Graphics, by the way, is flat-out crazy mad for linear algebra. Graphics multiplies matrices multiple times for each endpoint of each of thousands or millions of triangles; then, in rasterizing, for each scanline across each triangle it interpolates a texture or color value, with additional illumination calculations involving normals to the approximated surface, doing the same operations for each pixel. There’s an utterly astonishing amount of repetitive arithmetic going on.

Now that we’ve got SIMD and MIMD terms defined, let’s get back to Larrabee and CUDA, or, strictly speaking, the Larrabee architecture and CUDA. (I’m strictly speaking in a state of sin when I say “Larrabee or CUDA,” since one’s an implementation and the other’s an architecture. What the heck, I’ll do penance later.)

Larrabee is a traditional cache-coherent SMP, programmed as a shared-memory MIMD system. Each independent processor does have its own vector unit (SSE stuff), but all 8, 16, 24, 32, or however many cores it has are independent executors of programs. As are each of the threads in those cores. You program it like MIMD, working in each program to batch together operations for each program’s vector (SIMD) unit.

CUDA, on the other hand, is basically SIMD at its top level: You issue an instruction, and many units execute that same instruction. There is an ability to partition those units into separate collections, each of which runs its own instruction stream, but there aren’t a lot of those (4, 8, or so). Nvidia calls that SIMT, where the “T” stands for “thread” and I refuse to look up the rest because this has a perfectly good term already existing: MSIMD, for Multiple SIMD. (See pet peeve above.) The instructions it can do are organized around a graphics pipeline, which adds its own set of issues that I won’t get into here.

Which is better? Here are basic arguments:

For a given technology, SIMD always has the advantage in raw peak operations per second. After all, it mainly consists of as many adders, floating-point units, shaders, or what have you, as you can pack into a given area. There’s little other overhead. All the instruction fetching, decoding, sequencing, etc., are done once, and shouted out, um, I mean broadcast. The silicon is mainly used for function, the business end of what you want to do. If Nvidia doesn’t have gobs of peak performance over Larrabee, they’re doing something really wrong. Engineers who have never programmed don’t understand why SIMD isn’t absolutely the cat’s pajamas.

On the other hand, there’s the problem of batching all those operations. If you really have only one ADD to do, on just two values, and you really have to do it before you do a batch (like, it’s testing for whether you should do the whole batch), then you’re slowed to the speed of one single unit. This is not good. Average speeds get really screwed up when you average with a zero. Also not good is the basic need to batch everything. My own experience in writing a ton of APL, a language where everything is a vector or matrix, is that a whole lot of APL code is written that is basically serial: One thing is done at a time.

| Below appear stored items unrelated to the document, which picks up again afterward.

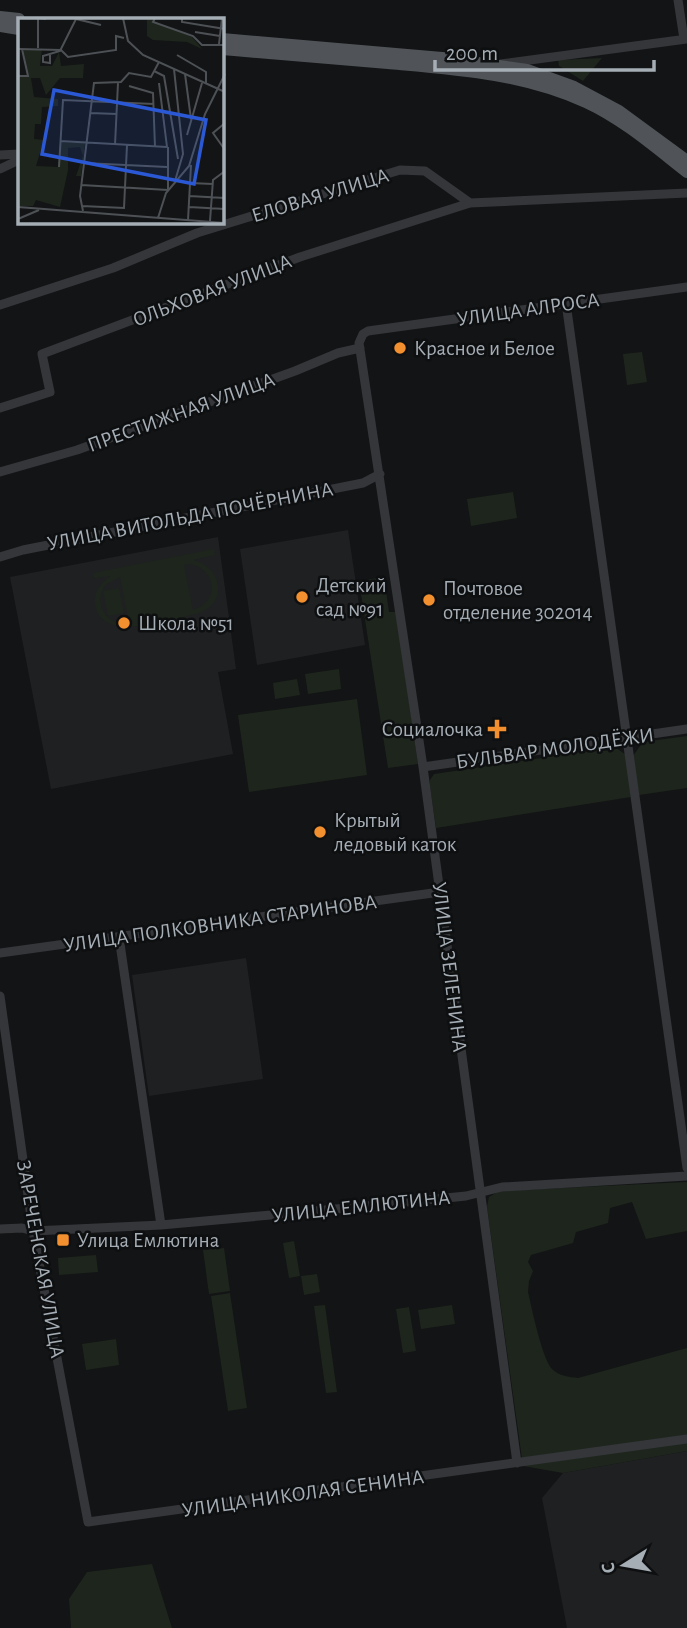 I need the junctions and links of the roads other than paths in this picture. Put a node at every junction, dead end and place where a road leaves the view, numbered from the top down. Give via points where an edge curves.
1 (678, 0) edge
2 (0, 17) edge
3 (18, 19) edge
4 (0, 26) edge
5 (18, 29) edge
6 (224, 39) edge
7 (685, 39) edge
8 (224, 49) edge
9 (556, 58) junction
10 (496, 64) junction
11 (554, 79) junction
12 (18, 154) edge
13 (0, 155) edge
14 (18, 160) edge
15 (687, 161) edge
16 (0, 169) edge
17 (687, 172) edge
18 (687, 193) edge
19 (470, 203) junction
20 (197, 224) edge
21 (197, 233) junction
22 (687, 287) edge
23 (566, 303) junction
24 (0, 305) edge
25 (360, 348) junction
26 (0, 408) edge
27 (0, 472) edge
28 (380, 474) junction
29 (0, 557) edge
30 (687, 729) edge
31 (627, 737) junction
32 (423, 767) junction
33 (440, 892) junction
34 (119, 937) junction
35 (0, 953) edge
36 (0, 996) edge
37 (687, 1167) edge
38 (687, 1176) edge
39 (480, 1193) junction
40 (161, 1225) junction
41 (0, 1229) edge
42 (33, 1231) junction
43 (687, 1439) edge
44 (517, 1463) junction
45 (88, 1522) joint

1 - 7 street
2 - 3 main road
4 - 5 main road
6 - 10 main road
7 - 9 street
8 - 17 main road via 515,77 588,103
9 - 10 street
9 - 11 street via 548,65
10 - 11 main road
11 - 15 main road via 619,111
12 - 13 street
14 - 16 street
18 - 19 street
19 - 21 street, ЕЛОВАЯ УЛИЦА via 425,171 400,170
19 - 26 street, ОЛЬХОВАЯ УЛИЦА via 300,257 42,354 50,392
20 - 21 street
21 - 24 street, ЕЛОВАЯ УЛИЦА via 113,268
22 - 23 street, УЛИЦА АЛРОСА
23 - 25 street, УЛИЦА АЛРОСА via 368,331 360,338
23 - 31 street
25 - 27 street, ПРЕСТИЖНАЯ УЛИЦА via 77,450
25 - 28 street, УЛИЦА ЗЕЛЕНИНА
28 - 29 street, УЛИЦА ВИТОЛЬДА ПОЧЁРНИНА via 363,483
28 - 32 street, УЛИЦА ЗЕЛЕНИНА
30 - 31 street, БУЛЬВАР МОЛОДЁЖИ
31 - 32 street, БУЛЬВАР МОЛОДЁЖИ
31 - 37 street
32 - 33 street, УЛИЦА ЗЕЛЕНИНА
33 - 34 street, УЛИЦА ПОЛКОВНИКА СТАРИНОВА
33 - 39 street, УЛИЦА ЗЕЛЕНИНА
34 - 35 street, УЛИЦА ПОЛКОВНИКА СТАРИНОВА
34 - 40 street
36 - 42 street, ЗАРЕЧЕНСКАЯ УЛИЦА
38 - 39 street, УЛИЦА ЕМЛЮТИНА via 502,1187
39 - 40 street, УЛИЦА ЕМЛЮТИНА
39 - 44 street, УЛИЦА ЗЕЛЕНИНА
40 - 42 street, УЛИЦА ЕМЛЮТИНА
41 - 42 street, УЛИЦА ЕМЛЮТИНА
42 - 45 street, ЗАРЕЧЕНСКАЯ УЛИЦА
43 - 44 street, УЛИЦА НИКОЛАЯ СЕНИНА
44 - 45 street, УЛИЦА НИКОЛАЯ СЕНИНА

So Larrabee should have a big advantage in flexibility, and also familiarity. You can write code for it just like SMP code, in C++ or whatever your favorite language is. You are potentially subject to a pile of nasty bugs that aren’t there, but if you stick to religiously using only parallel primitives pre-programmed by some genius chained in the basement, you’ll be OK.

[Here’s some free advice. Do not ever even program a simple lock for yourself. You’ll regret it. Case in point: A friend of mine is CTO of an Austin company that writes multithreaded parallel device drivers. He’s told me that they regularly hire people who are really good, highly experienced programmers, only to let them go because they can’t handle that kind of work. Granted, device drivers are probably a worst-case scenario among worst cases, but nevertheless this shows that doing it right takes a very special skill set. That’s why they can bill about $190 per hour.]

But what about the experience with these architectures in HPC? We should be able to say something useful about that, since MIMD vs. SIMD has been a topic forever in HPC, where forever really means back to ILLIAC days in the late 60s.

It seems to me that the way Intel's headed corresponds to how that topic finally shook out: A MIMD system with, effectively, vectors. This is reminiscent of the original, much beloved, Cray SMPs. (Well, probably except for Cray’s even more beloved memory bandwidth.) So by the lesson of history, Larrabee wins.

However, that history played out over a time when Moore’s Law was producing a 45% CAGR in performance. So if you start from basically serial code, which is the usual place, you just wait. It will go faster than the current best SIMD/vector/offload/whatever thingy in a short time and all you have to do is sit there on your dumb butt. Under those circumstances, the very large peak advantage of SIMD just dissipates, and doing the work to exploit it simply isn’t worth the effort.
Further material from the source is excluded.